The current focus on DORA metrics (deployment frequency, change lead time, failure rate, and restoration time) appears to be a repetition of the simplistic approach that emerged from the DevOps movement, particularly the emphasis on golden signals and service level agreements in the context of site reliability engineering. This tendency to reduce engineering management challenges to a few metrics seems to persist. It could be argued that we have replaced the KISS principle with KISSES – keep it stupidly simplistic engineering systems. As engineering systems grow increasingly complex, the engineering community’s focus on simplistic measurement and reporting hinders achieving operational scalability through sensemaking and adaptive steering of such systems. A thorough grasp of the interconnectedness of the situation is crucial. This understanding lays the foundation for implementing adaptive governance – policies that adjust and autonomous processes that self-manage.
Intelligence is not to be found in metrics. It can only be obtained when action is appropriate to the overarching context. We confuse simplistic thinking with abstraction, wherein complex phenomena and processes are reduced to rudimentary binary answers of true or false, up or down, above or below, and before or after. While the allure of simplistic solutions is understandable, especially when dealing with complex sociotechnical systems, prioritizing them can often come at the expense of long-term effectiveness. Nuance in these systems requires a thoughtful approach that balances ease of implementation with robust and sustainable outcomes. This avoids the pitfalls of short-termism and fosters a focus on long-term gains, particularly organizational learning. Over the past three decades, I’ve been reviewing software development, and I’ve found a bigger issue. It’s like we’re always trying to climb higher and higher, but the ground keeps changing, and we have to go back down to the basics.

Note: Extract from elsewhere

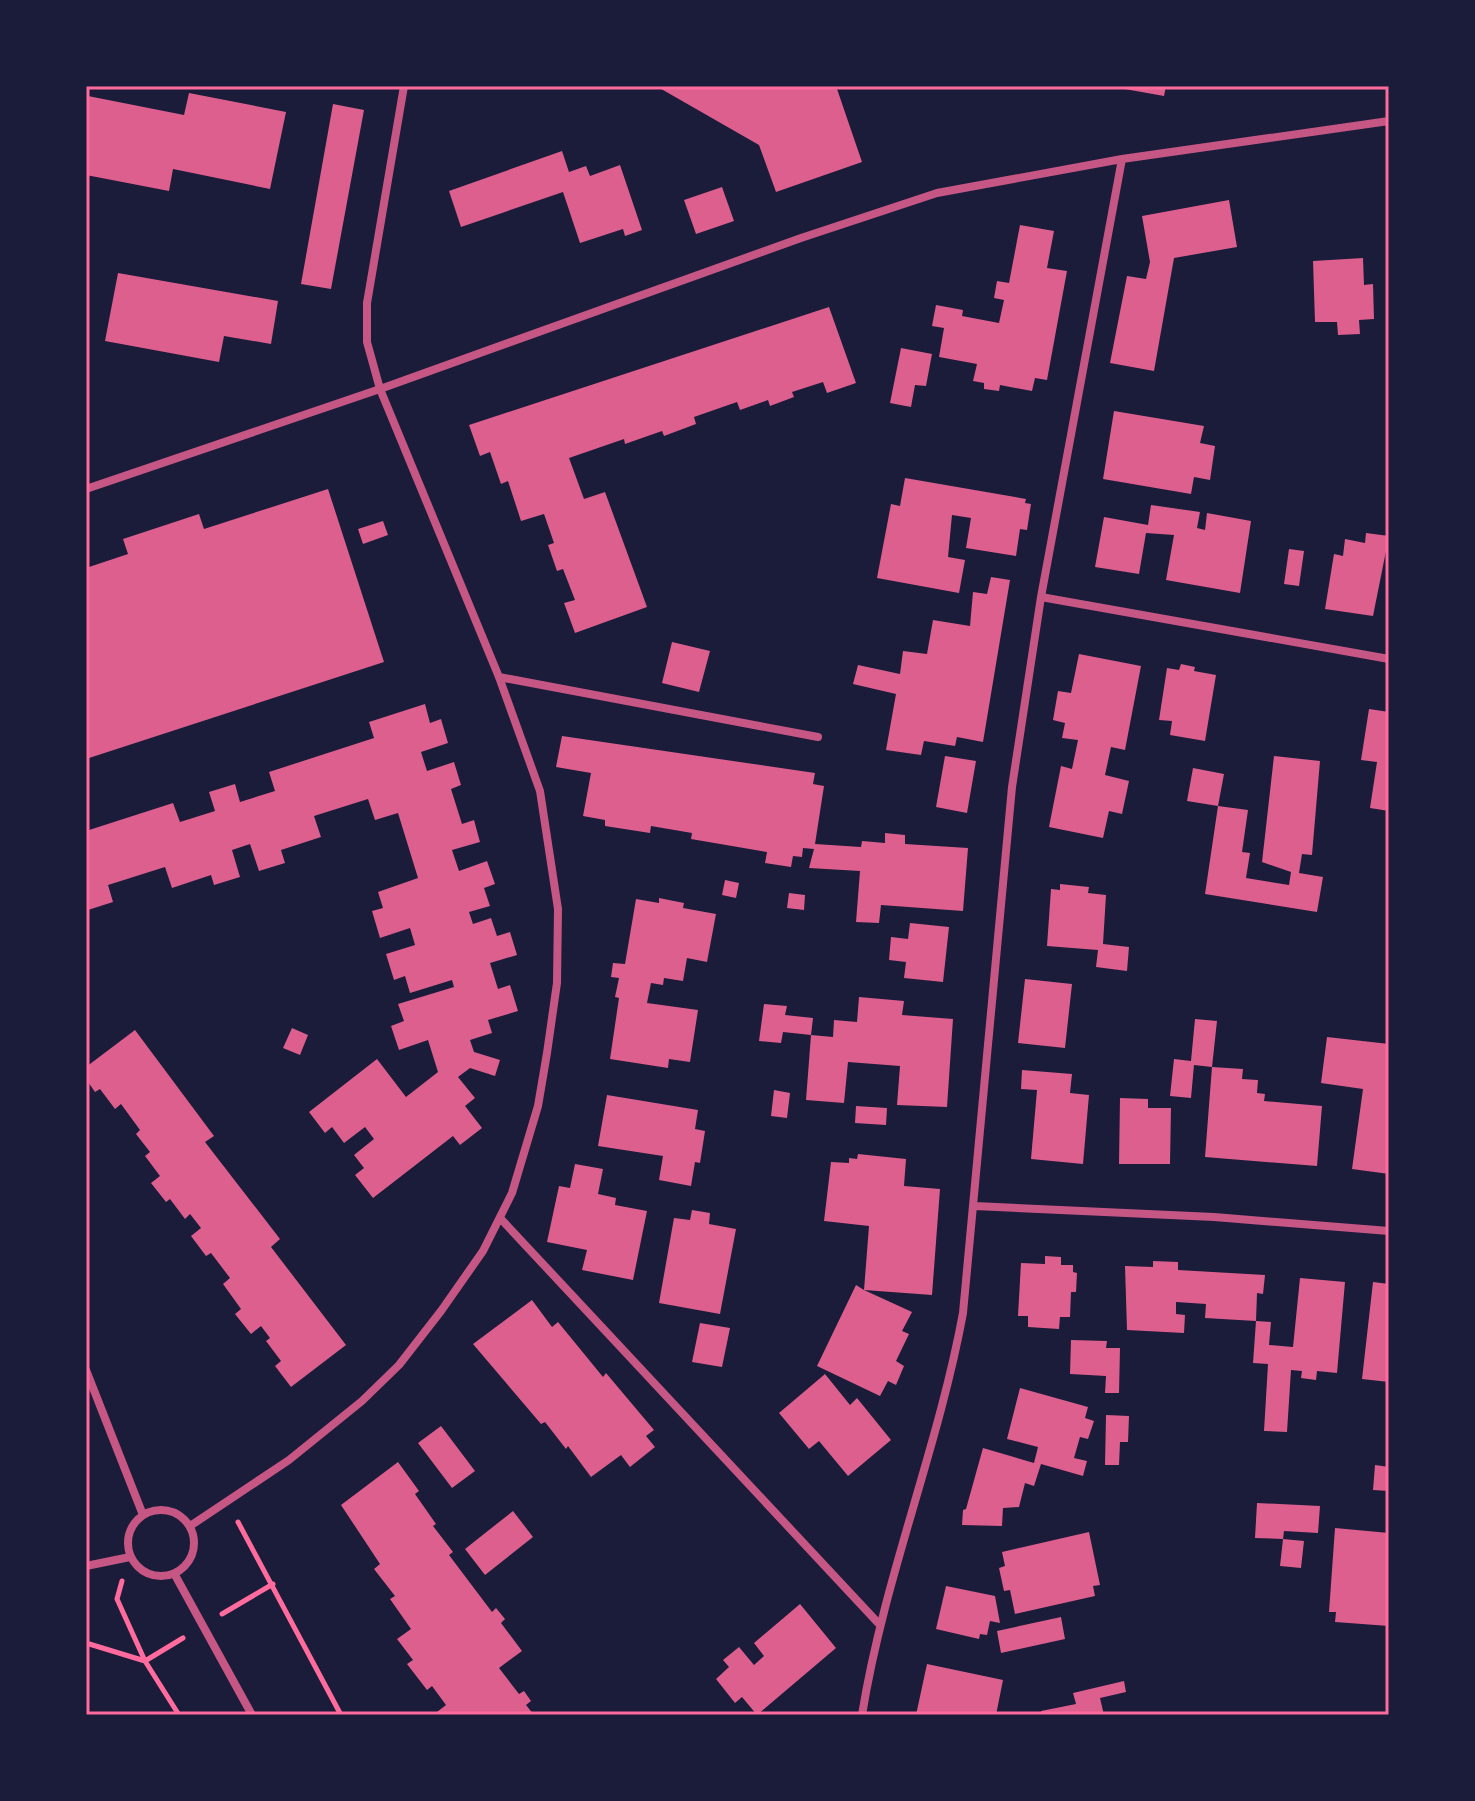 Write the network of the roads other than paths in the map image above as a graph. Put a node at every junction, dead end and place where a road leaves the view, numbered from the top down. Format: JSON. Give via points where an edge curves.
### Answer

The constant maintenance within communication and connection layers devours a significant amount of engineering effort. Whenever new conceptualizations are offered, there’s often either a reluctance to embrace them or an inability to integrate them due to existing communication structures. The breakthroughs that manage to rise to the coordination and cooperation layers are usually extremely narrow in scope and highly specialized. An example here would be intelligent networking, while from the application perspective it represents a communication layer, its conceptual capabilities within its domain place it up above the coordination and cooperation layers.
For many software and systems engineering teams, the breakdown of the design and development effort volume looks like the above. Most of the workload of humans and machines is spent on maintaining connections between systems and services and managing communication over various channels afforded by such connections. An example of this would be the state of play in the observability space, where today most customers and vendors are still spending an enormous amount of effort moving data around from a growing number of sources and sinks over various pipelines and protocols.

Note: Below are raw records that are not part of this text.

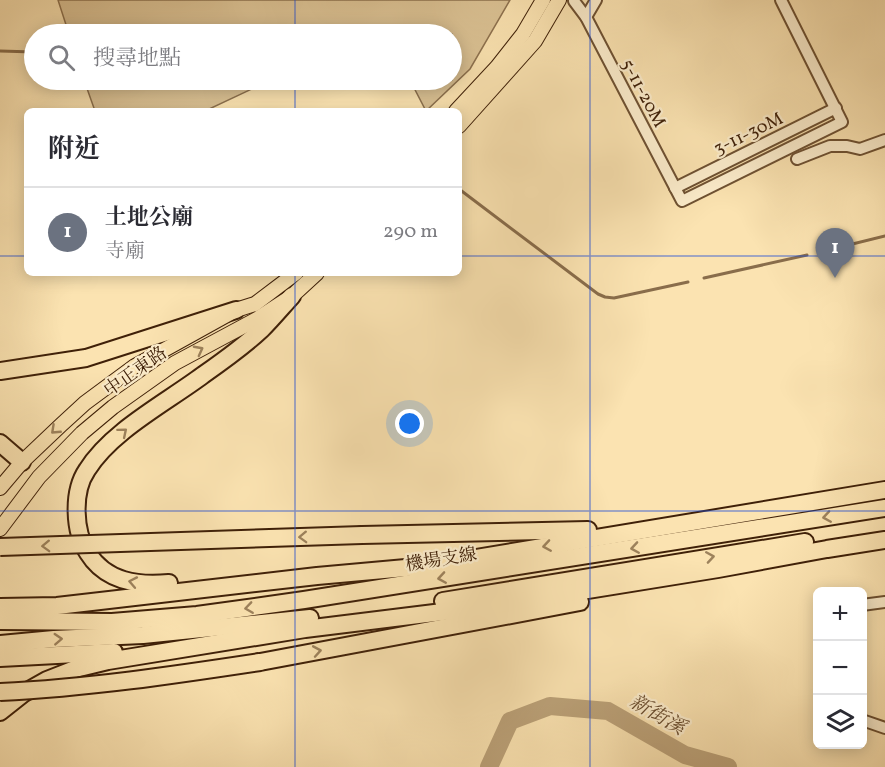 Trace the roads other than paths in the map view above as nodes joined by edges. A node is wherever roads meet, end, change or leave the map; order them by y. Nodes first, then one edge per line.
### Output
1 (543, 0) edge
2 (559, 0) edge
3 (596, 0) edge
4 (781, 0) edge
5 (574, 1) edge
6 (586, 17) junction
7 (459, 108) edge
8 (836, 108) junction
9 (462, 123) edge
10 (885, 140) edge
11 (797, 159) dead end
12 (675, 188) junction
13 (682, 201) joint
14 (292, 276) edge
15 (313, 276) edge
16 (292, 296) junction
17 (236, 310) junction
18 (0, 371) edge
19 (0, 443) edge
20 (22, 462) junction
21 (39, 477) junction
22 (0, 488) edge
23 (885, 490) edge
24 (885, 508) edge
25 (0, 529) edge
26 (885, 529) edge
27 (625, 532) junction
28 (885, 541) edge
29 (0, 547) edge
30 (317, 576) junction
31 (885, 602) edge
32 (867, 604) edge
33 (0, 607) edge
34 (0, 621) edge
35 (0, 644) edge
36 (190, 647) junction
37 (0, 658) edge
38 (0, 692) edge
39 (0, 712) edge
40 (867, 722) edge
41 (885, 728) edge

1 - 7 main road
2 - 9 main road
3 - 6 street
4 - 8 street
5 - 6 street, 5-11-20M
6 - 12 street, 5-11-20M
8 - 12 street, 3-11-30M
8 - 13 street, 3-11-30M
10 - 11 street
12 - 13 street, 5-11-20M
14 - 17 main road, 中正東路
15 - 16 main road, 中正東路
21 -> 16 main road, 中正東路
30 -> 16 highway
17 - 18 highway
17 -> 20 main road, 中正東路
19 - 20 highway
20 - 21 main road
20 - 22 main road, 中正東路
21 - 25 main road, 中正東路
23 - 27 highway
24 -> 34 highway, 機場支線
35 -> 26 highway
27 -> 29 highway, bridge
27 -> 30 highway
28 - 36 highway
38 -> 28 highway, bridge
30 - 33 highway
31 - 32 street
36 - 37 highway
36 - 39 highway
40 - 41 street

Little has been abstracted in over 30 years since distributed tracing was introduced. Instead of imagining new conceptualizations of what systems and services are and how they should be sensed and steered, the focus remains on the best means of connecting and communicating measurement data. Whenever there is an attempt to find the signal lost to noise, such as with the introduction of service cognition, the community has steadfastly remained at the lowest layer by relabeling collected data as signals. AIOps is a pipe(line) dream. Can it be fixed? Maybe, but if it were, the redistribution of work would need to look more like the following. Perhaps this is where faster adoption of automation, self-adaptive systems, and AI are likely to lead us. Design and development will be a dialog with the machine at the level of normal social-human discourse in terms of past and present situations, possible scripts, and probable scenarios that bring us to a projected situation.
While DORA metrics offer a starting point for measuring engineering effectiveness, they lack context and ultimately prove not enough. A more critical question emerges: how do we determine the level of abstraction (layer) within which a design operates? The answer lies in understanding the domain’s specific context, which is where intelligent analysis comes in. However, some universal concepts can serve as signposts for different layers. For instance, plans, policies, and promises often indicate a design that facilitates cooperation. Meanwhile, situations, simulations, patterns, and predictions typically point towards design operating at the cognitive layer. A practical approach involves listing all the key concepts a design introduces and then mapping them to the appropriate layer. This is demonstrated by the layer mapping of interfaces within the Humainary toolkit.